CPU too high when using existing question as a sub-query

yuv_c · August 9, 2020, 4:19pm

Hello.
I am considering migrating to Metabase from a different BI platform.
For the testing I had set up Metabase 0.36.2 using docker with PostreSQL 12.3 as the application DB.

All of the team’s work is in native SQL, and a lot of the queries use results from other queries (what is know in metabase as using existing question as a sub-query)

We noticed that Metabase is very slow compared to the other BI platform when running exactly the same queries on the exact same DB (Both connect to MySQL DB).

When I started investigating why, I found that when I access our dashbaord, which contains 6 or so queries (tables only without any visualisations), the CPU of the machine running MySQL DB reaches 400%.

This does not happen on the other BI platform.

I did some more digging around and found that when I run the same query, only instead of using the saved questions results i use nested queries, the query with the saved questions is 3 times slower than the one that is implemented with nested queries.
The calculations, joins, and everything else is the same.

Why does using nested queries over saved questions improve performance so drastically?
Why is using results from saved questions so intensive on MySQL DB which is not even the application DB? What operations other than getting the content are performed on that DB?
How can I improve this?

To clarify - All the queries only read from the DB. No insert, alter, update delete actions are being performed.

Thank you.

flamber · August 9, 2020, 4:50pm

Hi @yuv_c

It would probably help a lot if you posted the queries being executed by MySQL, then it’s easier to understand what might trigger the problem, which is likely something not using an index.

But:

Need to see the queries. Check your MySQL debug log for slow queries, missing indexes
Unless you’re using cache, Saved Questions are being executed against your database, not the application database. https://www.metabase.com/docs/latest/administration-guide/14-caching.html
Need a lot more logging to understand what’s going on.

Have you tried the exact same execution query that is generated from Metabase and run that on “other BI platform”? I would guess it would be the same speed and use the same resources.

And network latency can also come into play, but it’s really difficult to know anything for sure until viewing a lot more logs of what is happening and the timings.

yuv_c · August 10, 2020, 2:47pm

You are correct, we are not using an index in any of our tables. But the biggest table contains about 3000 records, and the rest less than 800 (usually 200). So an index would not improve performance by much.

Caching isn't really an option when writing new queries, And for the saved questions it doesn't help because the cache is cleared after X minutes (more than that would be too much for our needs).

Basically when we run only one query, the performance is usually Ok.
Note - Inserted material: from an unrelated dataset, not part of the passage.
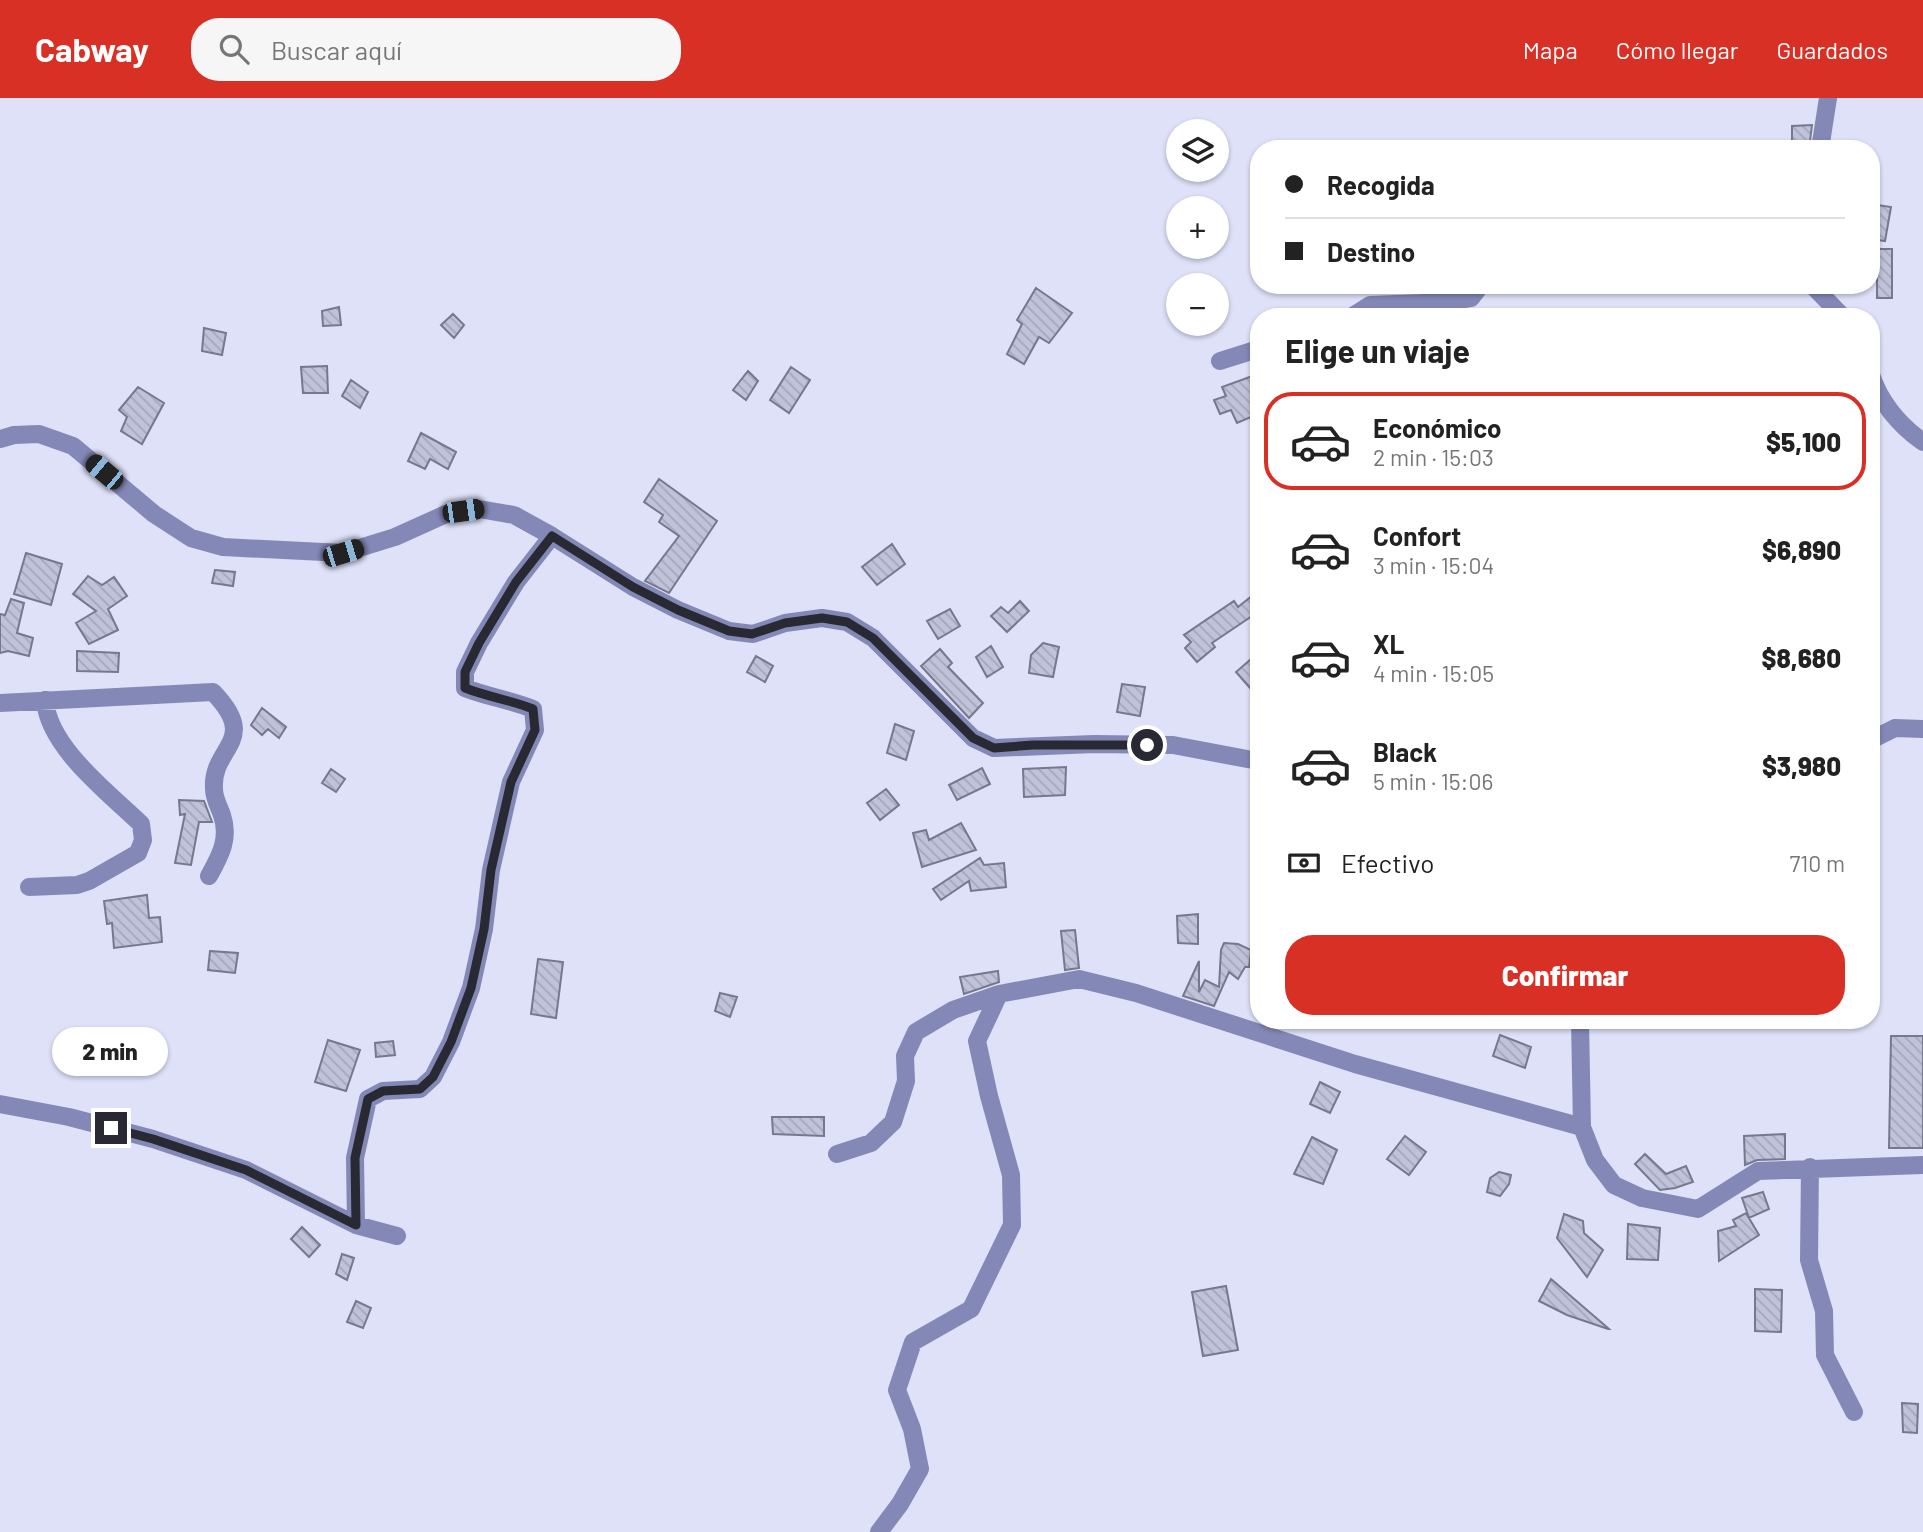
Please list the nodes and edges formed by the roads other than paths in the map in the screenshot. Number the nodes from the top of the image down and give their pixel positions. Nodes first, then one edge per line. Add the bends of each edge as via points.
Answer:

But when we reload a dashboard with multiple queries the other platform is significantly faster and almost unnoticeable on the CPU even though it has much more calculations to perform.
The queries themself are written almost identically (except the different syntax between the sqlite running on the other platform and the MySQL syntax in this platform).
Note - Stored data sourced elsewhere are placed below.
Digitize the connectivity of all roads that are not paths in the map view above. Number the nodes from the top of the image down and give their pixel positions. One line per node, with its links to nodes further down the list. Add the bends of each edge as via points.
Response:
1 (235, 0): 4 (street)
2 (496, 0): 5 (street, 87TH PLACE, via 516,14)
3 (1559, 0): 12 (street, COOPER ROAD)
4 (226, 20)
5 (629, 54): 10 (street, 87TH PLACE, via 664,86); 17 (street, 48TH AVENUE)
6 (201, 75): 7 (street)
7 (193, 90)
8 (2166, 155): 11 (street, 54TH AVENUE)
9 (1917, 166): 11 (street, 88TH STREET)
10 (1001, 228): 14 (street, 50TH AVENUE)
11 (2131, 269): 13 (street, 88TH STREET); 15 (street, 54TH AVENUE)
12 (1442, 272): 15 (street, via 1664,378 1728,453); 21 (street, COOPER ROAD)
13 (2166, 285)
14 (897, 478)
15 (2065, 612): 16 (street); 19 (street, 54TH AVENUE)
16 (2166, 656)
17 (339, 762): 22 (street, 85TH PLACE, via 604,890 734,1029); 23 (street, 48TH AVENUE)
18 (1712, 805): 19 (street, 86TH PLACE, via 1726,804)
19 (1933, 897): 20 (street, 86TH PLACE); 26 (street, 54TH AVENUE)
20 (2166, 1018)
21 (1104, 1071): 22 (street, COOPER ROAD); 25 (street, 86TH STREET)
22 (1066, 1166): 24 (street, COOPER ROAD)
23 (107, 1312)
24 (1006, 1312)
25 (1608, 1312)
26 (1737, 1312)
The Metabase container sits on the same server as the DB, so latency is not an issue.

Today I took a look at what queries are being executed by Metabase through mysql.general_log table.

It executes the queries I would expect it to.

The interesting thing I did find is that since many of the queries share the same saved question (which is like a base of our query pyramid), many of the same saved questions queries are being executed again and again (with and without caching when cache is clear).
For example, query a is:

SELECT * FROM {{#1}} -- saved question number one

query b is:

SELECT * FROM {{#1}} question_one
LEFT JOIN {{#2}} ON whatever
WHERE some_condition

question one would get executed twice even though there is no purpose for that.

flamber · August 10, 2020, 3:29pm

@yuv_c

Wait, so you are comparing two different analytics programs, that are executing different queries against different databases?
That’s like saying a Unix server is faster at handling email than Windows, even though it’s vastly different configurations and programs used. (it is, but that’s besides the point)

There’s no cache used on Metabase, when using Sub-Query - Metabase just stitches together the full query and executes that as a single query against your database, so that would be up to your database to do something smart from that.

But you are comparing apples and oranges - it’s never going to be fair against anyone and just comes down to your preference and bias.

yuv_c · August 10, 2020, 4:06pm

No - Sorry for the misunderstanding.

Both platforms connect to the same DB which is MySQL.

The difference in the DB's I was referring to was the applications DB's.
Metabase uses PostrgreSQL, The other uses SQLite.

Both platforms use the same queries and structure I was talking about in my example with the saved questions.

Basically I tried to use exactly the same structure and code in both platforms (so that migrating would be as easy as possible).

flamber · August 10, 2020, 4:53pm

@yuv_c
The internal database doesn’t have anything to do with how the queries are executed on your datasource.

I’m not sure why you’re not telling the name of the other platform.

How do you know what the other platform is generating? Have you seen the query?
MySQL is horribly difficult to debug sometimes and requires a lot of trace logging to even see the queries being executed.

Metabase will simply take the query of the referenced question, and wrap parenthesis around it and replace the variable, and then send that to your database.
So if your question 1 is SELECT * FROM my_table
And you’re reusing that in question 2 as SELECT * FROM {{#1}} AS sub
Then the query being generated and sent to MySQL is SELECT * FROM (SELECT * FROM my_table) AS sub

So my first guess is that it has nothing to do with Sub-Query, but rather the query of the questions referenced.

And given that you only have a few thousand rows, then it seems like your MySQL is not handling it well and probably generating a lot of temporary tables and other silliness.
But that should be exactly the same for the other platform - unless it’s actually not the same queries being executed, which it most likely isn’t.

You can add EXPLAIN/ANALYZE in front of the queries to get more details on how MySQL is handling the query.

flamber · October 22, 2020, 6:04pm

@yuv_c Seems like something really strange is going on - we now have an issue open on it:
https://github.com/metabase/metabase/issues/13572